Я не раз отмечала, что хотя английская толпа может быть очень жестокой, она никогда не бывала такой страшной, как толпа аквитанцев. Рано или поздно что-то вызывало у нее веселье, и сквозь очистительный смех прорывался чей-нибудь одинокий голос: "Бедный старый мерзавец!", после чего смертный приговор толпы схваченному за руку карманнику, пойманному фальшивомонетчику, пивовару, делающему скверное пиво, отменялся. Даже в пылу погони за зайцем, когда кровь у собак и охотников разыгрывалась до предела, стоило косому сделать какой-нибудь очень красивый или смешной прыжок, как раздавался чей-нибудь крик: "Да здравствует заяц!", кто-то другой отзывал собак, и заяц спокойно жил до следующей погони.
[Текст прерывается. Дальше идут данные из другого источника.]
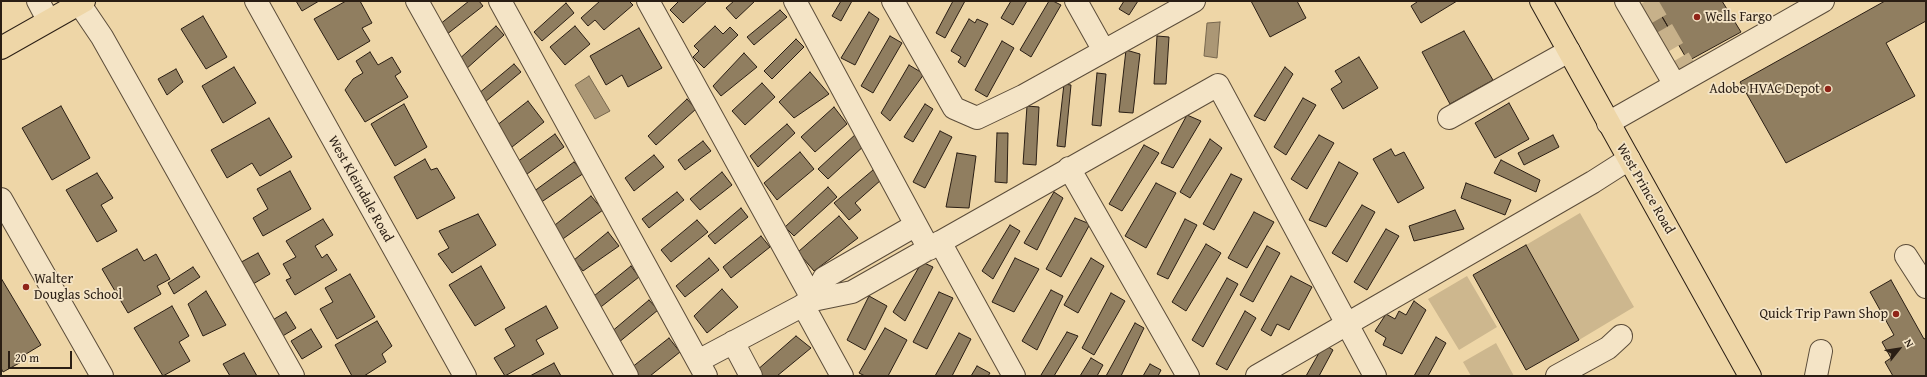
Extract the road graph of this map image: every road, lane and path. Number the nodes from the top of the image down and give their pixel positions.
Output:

Англичане никогда не доходили до крайностей. И это делало их до некоторой степени людьми, легко поддающимися эксплуатации. В данный момент они с мрачным юмором и терпением сносили проповеди лонгшамовского режима, в то время как его деятели думали, что народ разорвет их на куски. Когда Лонгшам падет, они не станут рвать его на куски. Конечно, они обойдутся с ним грубо, но найдется человек, который скажет: "Бедный старый мерзавец! Потерял свой флаг и таких отличных солдат". И толпа посмеется и отпустит его. А на следующий день пожалеет о своем великодушии и будет часами расписывать, как следовало бы с ним поступить.

Такова моя Англия. Моя? Я - Элеонора Аквитанская, и не было никакого сомнения в том, что отдельные англичане, такие, как Николай из Саксхема, обращались со мной плохо. Но хотя я была чужой, а может быть, именно потому, я понимала этот народ и любила его. И видела то, чего не мог видеть Ричард, - что командирование еще одного старого священника, хотя бы и честного и действующего из лучших побуждений, не будет означать ничего - меньше чем ничего - для широких масс, для толпы людей, образующих английскую нацию. В это смутное время им были нужны не указы и даже не поддержка одной из сторон, а центр, вокруг которого можно сплотиться, где-то в стороне от схватки - или, если возможно, над ней - между Джеффри и Лонгшамом.

Следуя потоку своих мыслей, я даже не заметила, что мы снова продолжали путь. Я вернулась к действительности, когда мы уже поднялись на холм, на который указывал тот воин. Спускаясь по склону, почуяв ноздрями запах дома, мул возобновил усилия ускорить шаг, и солдаты почти бежали, подпрыгивая и скользя на раскисшей от дождя дороге. Мною вдруг овладело ощущение мгновенно наступившего бессилия, как бывает иногда в ночных кошмарах - меня словно подталкивали или тянули к какой-то ужасной, но невидимой опасности, а я не могла пошевелить даже пальцем и не могла закричать. Единственная разница состояла в том, что во сне это ощущение беспомощности сопровождается чувством страха. Но сейчас страха не было. Я ничего не боялась. Меня просто тянули вперед, бесполезную, бессильную и ничтожную, как листок, гонимый ветром. Ричард отодвинул меня в сторону, сначала в гневе, а потом с добродушным презрением, а мул тащил меня на своей спине обратно в Мессину, к женщинам, мелким стычкам, образу жизни и манере поведения, бывшим полным отрицанием всего моего мировоззрения - и силы, которая, как я знала, во мне присутствовала.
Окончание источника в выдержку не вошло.